• About this task:
Line count for the string "Dutch": give the number of lines in the data below that contain it, and nothing more.

[Stored data entries]
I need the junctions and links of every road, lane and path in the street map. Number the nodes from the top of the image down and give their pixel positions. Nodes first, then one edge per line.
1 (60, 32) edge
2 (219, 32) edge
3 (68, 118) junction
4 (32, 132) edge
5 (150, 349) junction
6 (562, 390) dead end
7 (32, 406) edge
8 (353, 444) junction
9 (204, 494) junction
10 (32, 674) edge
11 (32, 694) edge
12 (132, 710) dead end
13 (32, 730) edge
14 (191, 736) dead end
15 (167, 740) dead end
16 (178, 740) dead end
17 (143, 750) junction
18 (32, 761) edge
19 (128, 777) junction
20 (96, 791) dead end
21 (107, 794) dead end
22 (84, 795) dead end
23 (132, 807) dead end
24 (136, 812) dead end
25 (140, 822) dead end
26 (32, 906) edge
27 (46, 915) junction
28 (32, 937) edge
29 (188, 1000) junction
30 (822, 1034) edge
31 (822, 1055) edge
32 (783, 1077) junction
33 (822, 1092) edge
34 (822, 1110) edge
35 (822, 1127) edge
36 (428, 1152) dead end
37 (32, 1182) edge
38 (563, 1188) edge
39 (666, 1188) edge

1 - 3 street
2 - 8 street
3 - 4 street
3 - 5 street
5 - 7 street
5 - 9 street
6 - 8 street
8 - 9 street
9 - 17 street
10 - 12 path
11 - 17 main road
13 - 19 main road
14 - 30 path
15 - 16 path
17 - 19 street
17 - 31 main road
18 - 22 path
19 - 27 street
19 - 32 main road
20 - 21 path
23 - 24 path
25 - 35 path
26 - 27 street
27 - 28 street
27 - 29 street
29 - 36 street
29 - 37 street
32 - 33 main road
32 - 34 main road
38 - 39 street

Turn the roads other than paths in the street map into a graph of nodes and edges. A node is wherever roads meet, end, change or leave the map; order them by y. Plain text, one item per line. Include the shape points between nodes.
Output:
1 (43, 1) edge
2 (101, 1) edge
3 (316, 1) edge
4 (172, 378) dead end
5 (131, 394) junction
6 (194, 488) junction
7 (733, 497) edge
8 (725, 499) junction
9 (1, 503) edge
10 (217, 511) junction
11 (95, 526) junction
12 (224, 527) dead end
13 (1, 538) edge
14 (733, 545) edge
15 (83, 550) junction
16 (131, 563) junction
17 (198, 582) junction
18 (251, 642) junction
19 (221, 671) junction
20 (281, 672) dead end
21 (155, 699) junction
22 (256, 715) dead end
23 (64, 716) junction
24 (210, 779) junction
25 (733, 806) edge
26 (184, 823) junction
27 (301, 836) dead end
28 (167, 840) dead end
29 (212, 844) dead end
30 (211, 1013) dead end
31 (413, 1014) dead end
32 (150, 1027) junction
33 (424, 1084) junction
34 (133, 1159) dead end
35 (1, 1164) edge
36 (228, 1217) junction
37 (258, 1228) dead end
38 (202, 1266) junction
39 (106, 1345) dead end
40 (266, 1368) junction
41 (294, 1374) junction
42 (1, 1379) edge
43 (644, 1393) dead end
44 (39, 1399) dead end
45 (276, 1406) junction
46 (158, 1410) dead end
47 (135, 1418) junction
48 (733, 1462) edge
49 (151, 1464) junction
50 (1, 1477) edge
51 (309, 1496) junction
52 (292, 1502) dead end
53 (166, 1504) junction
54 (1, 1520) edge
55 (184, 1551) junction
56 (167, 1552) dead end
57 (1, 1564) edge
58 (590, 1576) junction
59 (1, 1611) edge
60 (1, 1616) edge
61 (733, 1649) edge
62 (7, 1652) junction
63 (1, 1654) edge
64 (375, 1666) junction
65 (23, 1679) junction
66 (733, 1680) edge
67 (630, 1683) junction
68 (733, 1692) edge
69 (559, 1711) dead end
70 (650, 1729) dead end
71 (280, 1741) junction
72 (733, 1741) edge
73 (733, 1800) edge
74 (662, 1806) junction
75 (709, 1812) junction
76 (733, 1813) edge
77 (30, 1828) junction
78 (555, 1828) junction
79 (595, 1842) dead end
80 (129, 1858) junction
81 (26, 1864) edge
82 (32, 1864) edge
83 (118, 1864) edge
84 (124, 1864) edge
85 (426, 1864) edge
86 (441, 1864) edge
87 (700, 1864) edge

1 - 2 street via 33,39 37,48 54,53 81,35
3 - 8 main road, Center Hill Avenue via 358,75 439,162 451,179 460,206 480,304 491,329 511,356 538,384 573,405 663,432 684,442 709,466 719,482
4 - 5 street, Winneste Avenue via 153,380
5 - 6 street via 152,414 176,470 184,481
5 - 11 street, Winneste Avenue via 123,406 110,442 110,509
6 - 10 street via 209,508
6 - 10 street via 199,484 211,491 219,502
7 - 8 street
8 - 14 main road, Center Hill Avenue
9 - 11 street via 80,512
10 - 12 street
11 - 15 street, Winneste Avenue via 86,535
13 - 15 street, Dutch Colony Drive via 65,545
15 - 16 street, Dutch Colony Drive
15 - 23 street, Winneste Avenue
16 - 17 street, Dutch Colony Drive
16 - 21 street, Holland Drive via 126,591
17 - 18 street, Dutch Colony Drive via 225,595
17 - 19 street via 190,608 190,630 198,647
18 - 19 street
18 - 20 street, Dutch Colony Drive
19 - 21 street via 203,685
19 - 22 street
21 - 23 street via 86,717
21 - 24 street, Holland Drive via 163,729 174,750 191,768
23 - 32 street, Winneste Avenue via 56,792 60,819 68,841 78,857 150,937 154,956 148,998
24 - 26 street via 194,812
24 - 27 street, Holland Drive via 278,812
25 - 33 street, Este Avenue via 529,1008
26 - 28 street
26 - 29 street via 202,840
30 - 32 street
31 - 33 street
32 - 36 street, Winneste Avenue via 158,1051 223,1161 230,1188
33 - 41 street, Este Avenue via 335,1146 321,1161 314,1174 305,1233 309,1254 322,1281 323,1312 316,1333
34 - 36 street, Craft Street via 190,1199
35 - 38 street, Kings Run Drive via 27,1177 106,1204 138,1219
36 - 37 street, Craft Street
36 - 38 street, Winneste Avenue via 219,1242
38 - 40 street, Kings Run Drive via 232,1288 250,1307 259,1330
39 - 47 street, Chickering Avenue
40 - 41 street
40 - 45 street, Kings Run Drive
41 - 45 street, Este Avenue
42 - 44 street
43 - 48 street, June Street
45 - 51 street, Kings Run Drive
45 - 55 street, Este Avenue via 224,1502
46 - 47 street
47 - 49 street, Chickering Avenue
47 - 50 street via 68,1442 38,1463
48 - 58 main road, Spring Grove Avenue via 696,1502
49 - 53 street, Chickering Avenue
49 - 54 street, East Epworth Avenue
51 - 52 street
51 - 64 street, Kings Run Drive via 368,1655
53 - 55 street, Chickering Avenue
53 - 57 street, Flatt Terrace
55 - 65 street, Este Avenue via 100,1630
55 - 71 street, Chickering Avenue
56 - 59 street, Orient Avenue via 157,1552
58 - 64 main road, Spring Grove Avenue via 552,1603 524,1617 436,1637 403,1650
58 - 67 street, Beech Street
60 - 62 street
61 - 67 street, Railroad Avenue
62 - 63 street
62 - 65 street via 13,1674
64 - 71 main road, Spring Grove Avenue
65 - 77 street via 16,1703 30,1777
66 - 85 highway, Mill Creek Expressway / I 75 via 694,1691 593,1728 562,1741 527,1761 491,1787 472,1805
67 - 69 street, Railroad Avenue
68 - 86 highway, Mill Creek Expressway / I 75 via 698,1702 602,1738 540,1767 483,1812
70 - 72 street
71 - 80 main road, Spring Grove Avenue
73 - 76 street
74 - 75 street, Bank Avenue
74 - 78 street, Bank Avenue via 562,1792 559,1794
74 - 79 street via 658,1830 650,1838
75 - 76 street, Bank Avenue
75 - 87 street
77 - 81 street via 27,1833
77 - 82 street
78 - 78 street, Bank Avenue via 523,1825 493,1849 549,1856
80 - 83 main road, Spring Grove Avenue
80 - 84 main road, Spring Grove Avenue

• Answer section:
5